Spectrograms

This tutorial demonstrates how to use OpenSoundscape to create spectrograms from audio files, inspect spectrogram properties, and modify spectrograms.

Run this tutorial

This tutorial is more than a reference! It’s a Jupyter Notebook which you can run and modify on Google Colab or your own computer.

Link to tutorial

How to run tutorial

Open In Colab

The link opens the tutorial in Google Colab. Uncomment the “installation” line in the first cell to install OpenSoundscape.

Download via DownGit

The link downloads the tutorial file to your computer.
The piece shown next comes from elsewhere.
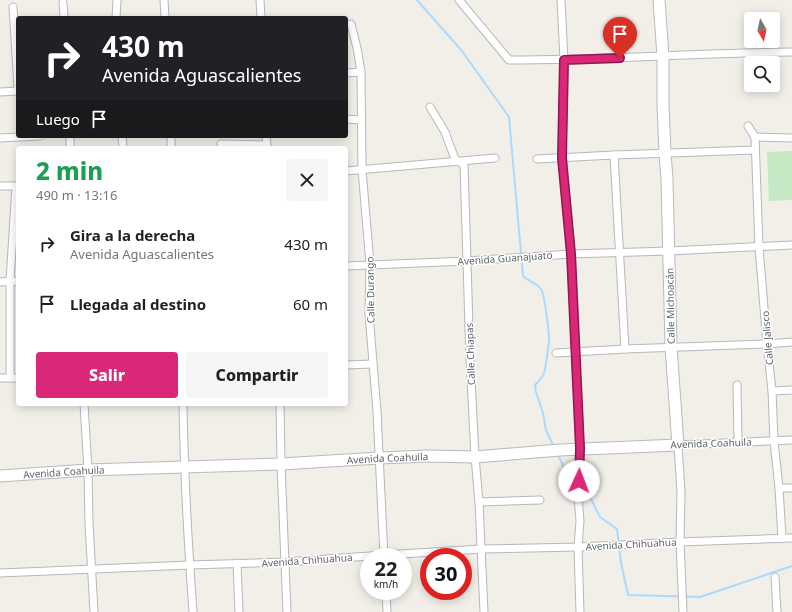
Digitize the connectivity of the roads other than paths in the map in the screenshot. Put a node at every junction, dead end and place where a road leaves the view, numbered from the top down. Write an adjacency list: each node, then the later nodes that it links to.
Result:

Follow the Jupyter installation instructions, then open the tutorial file in Jupyter.

[1]:
# if this is a Google Colab notebook, install opensoundscape in the runtime environment
if 'google.colab' in str(get_ipython()):
  %pip install opensoundscape

Quick start

The “quick start” code below demonstrates a basic pipeline for downloading an audio file, loading it into OpenSoundscape, and creating a spectrogram from it

Import needed classes

Import the Audio and Spectrogram classes from OpenSoundscape.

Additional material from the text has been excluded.